Ни о ком с таким теплом Давыдов не писал в «Бестселлере», как о Домбровском-младшем. После Февральской приехал из Москвы для разбора преступлений царского режима (в ту же комиссию, где Блок ел некрутую кашу) Домбровский-адвокат, отец писателя. И в нем Давыдов прозревает сына, иль наоборот?
«Ей-ей, всплеснешь руками: ну, мать-природа, как он похож на сына своего, на Юрия Домбровского.
У нас паролем было слово: «Поговорим…» А отзывом слова: «Поговорим о бурных днях Кавказа…» То было обоюдным приглашеньем к размену чувств и мыслей. <…>
Когда-то говорили: бойтесь пушкинистов. Не впору ли сказать: мемуаристов бойтесь. Воспоминатели с веселой снисходительной улыбкой потомству сообщают о винопийстве Юрия Домбровского. От чарки он не бегал, это правда. За поллитровкой ради разговора с другом бежал сквозь полночь-заполночь, и это тоже правда. Но… ах, врете, подлецы, он пил не так, как вы. Иначе. Его романы, повести, новеллы, рецензии и письма — их глубина и блеск, их стиль и мимолетная неряшливость, подобная соринкам в студеном чистом роднике — тому непреходящие свидетельства. <…> Уж два десятка лет покоится Домбровский на Кузьминском кладбище. Я о любви к нему не написал ни строчки. Мне грустно. Вчера, однако, при виде в Зимнем долговязого присяжного поверенного услышал словно издали: «Поговорим…» И отозвался внятным: «Здравствуй!»».
Куда ирония девалась? И думается мне: то убежденье, что как бы там не несся паровоз так называемой истории, и сколько б не крутились те мельницы, пропеллеры, колеса, и сколько б душ невинных и виновных не смололи — сопротивление возможно, необходимо, неизбежно и победно — это убежденье Давыдов разделял с Домбровским, и в этом суть морали.
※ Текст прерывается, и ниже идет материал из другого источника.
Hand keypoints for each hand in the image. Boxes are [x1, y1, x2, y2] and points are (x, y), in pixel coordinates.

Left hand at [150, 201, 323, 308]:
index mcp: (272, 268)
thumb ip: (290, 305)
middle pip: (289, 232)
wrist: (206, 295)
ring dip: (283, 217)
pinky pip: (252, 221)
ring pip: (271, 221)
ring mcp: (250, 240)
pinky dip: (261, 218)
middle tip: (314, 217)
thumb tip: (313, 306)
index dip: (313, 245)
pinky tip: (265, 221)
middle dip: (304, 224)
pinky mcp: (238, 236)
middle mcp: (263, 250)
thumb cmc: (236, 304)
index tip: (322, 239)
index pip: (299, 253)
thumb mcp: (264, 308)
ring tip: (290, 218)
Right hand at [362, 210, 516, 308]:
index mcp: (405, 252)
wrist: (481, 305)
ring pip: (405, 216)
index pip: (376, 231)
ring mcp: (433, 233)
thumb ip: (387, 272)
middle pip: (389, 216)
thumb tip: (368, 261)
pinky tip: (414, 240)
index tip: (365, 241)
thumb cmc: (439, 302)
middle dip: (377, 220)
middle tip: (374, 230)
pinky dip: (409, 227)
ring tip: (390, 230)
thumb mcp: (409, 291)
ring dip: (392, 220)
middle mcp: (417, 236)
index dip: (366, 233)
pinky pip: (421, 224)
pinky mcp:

И мнится мне, любой читатель, критик, историк или просто дилетант сквозь ужасы «Бестселлера», сквозь мрак и обморок, предсмертную тоску, густую кровь из жил, сквозь лязг локомотива и жерновов неторопливый хруст — услышит это «Поговорим…».
Я слышал мненье человека неглупого, что роман этот «антиинтеллигентский»: мол, автор, старый зек и флота лейтенант, ох как не любит все эти наши игры, иллюзии и проч. И правда, Бурцев В. Л., чья биография есть фабула романа — уж очень он смешон: народник («спутал величину России с величием», как выразился Автор), девственник, пока не полюбил мадам Бюлье, шпионку пышных форм, которая его чуть не сдала жандармам. Два раза беседовал до революции со Сталиным о провокаторах среди большевиков и очень стал ему симпатизировать (так и не догадавшись, что с провокатором беседовал). Он борется за чистоту рядов эсеров (нашел ведь, кого чистить). Рефлексии — почти что столько же, сколько наивности. Ах, как бы невиновного не обвинить (такое ведь однажды было — вот и страдай всю жизнь)! Вся комната в Париже увешана портретами разоблаченных провокаторов. С началом Первой мировой забыл о разногласиях с царизмом и бросился назад в Россию — как журналист он нужен родине. Естественно, арестовали и немедля в ссылку. После Октябрьской сумел бежать и доживал свой век в Париже, собираясь, впрочем, в 30-е годы опять в Россию ехать, чтоб там устроить показательный процесс над большевиками! Пенсне (которое мы розовым вполне могли б назвать), худые башмаки, и оттого походочка кривая — интеллигентская. Старик, похожий на козла. Короче говоря, карикатура!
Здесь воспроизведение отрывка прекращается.